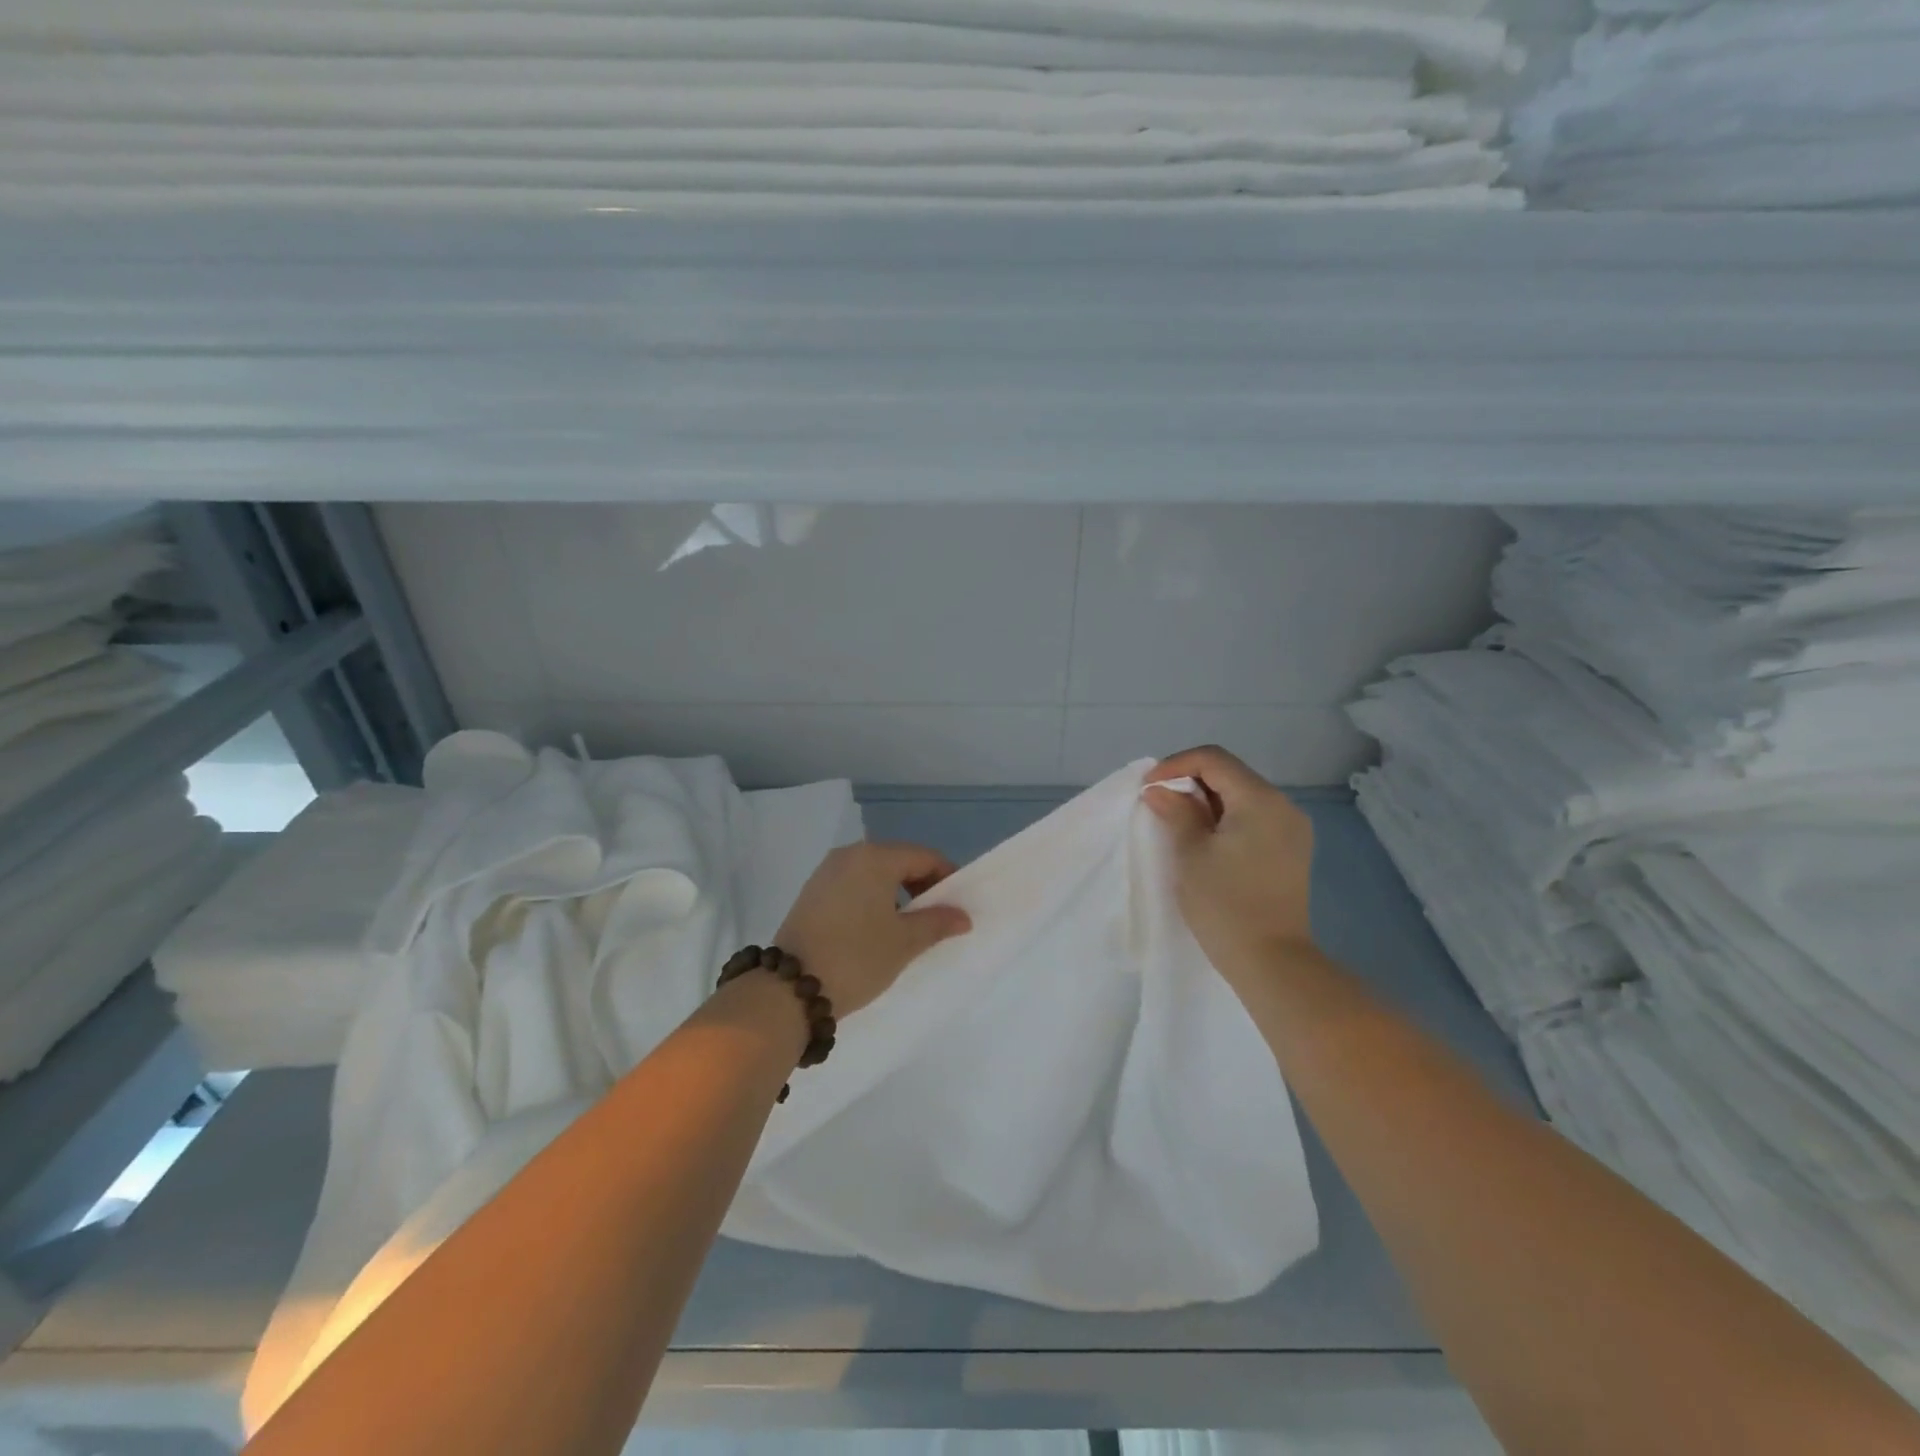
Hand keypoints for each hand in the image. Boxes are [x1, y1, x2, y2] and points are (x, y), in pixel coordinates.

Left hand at [773, 842, 972, 1016]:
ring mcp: (825, 873)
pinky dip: (872, 899)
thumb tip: (962, 916)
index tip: (958, 906)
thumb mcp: (904, 942)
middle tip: (935, 918)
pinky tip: (875, 930)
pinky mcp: (811, 893)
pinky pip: (853, 885)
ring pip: (874, 873)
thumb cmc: (856, 957)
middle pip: (898, 860)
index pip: (924, 857)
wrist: (790, 988)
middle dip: (921, 886)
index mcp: (875, 857)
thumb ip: (937, 922)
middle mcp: (848, 855)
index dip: (947, 878)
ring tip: (906, 928)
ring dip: (896, 894)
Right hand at [1143, 745, 1316, 986]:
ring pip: (1242, 795)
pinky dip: (1225, 817)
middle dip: (1190, 781)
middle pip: (1231, 774)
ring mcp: (1292, 829)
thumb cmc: (1225, 905)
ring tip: (1176, 819)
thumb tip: (1160, 791)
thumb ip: (1176, 812)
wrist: (1272, 962)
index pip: (1214, 760)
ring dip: (1206, 800)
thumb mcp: (1190, 853)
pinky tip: (1205, 837)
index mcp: (1260, 800)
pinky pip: (1253, 817)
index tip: (1148, 787)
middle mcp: (1283, 806)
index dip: (1175, 765)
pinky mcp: (1291, 850)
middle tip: (1158, 802)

-----

== Required action ==
Repeat, exactly, every line from the one containing "middle dip: (1190, 781)" through the final line of the listing above, adding nothing.

== Reply to the exercise ==
middle dip: (1190, 781)
middle pip: (1231, 774)
ring mcp: (1292, 829)
thumb cmc: (1225, 905)
ring tip: (1176, 819)
thumb tip: (1160, 791)
thumb ip: (1176, 812)
wrist: (1272, 962)
index pip: (1214, 760)
ring dip: (1206, 800)
thumb mcp: (1190, 853)
pinky tip: (1205, 837)
index mcp: (1260, 800)
pinky pip: (1253, 817)
index tip: (1148, 787)
middle mcp: (1283, 806)
index dip: (1175, 765)
pinky mcp: (1291, 850)
middle tip: (1158, 802)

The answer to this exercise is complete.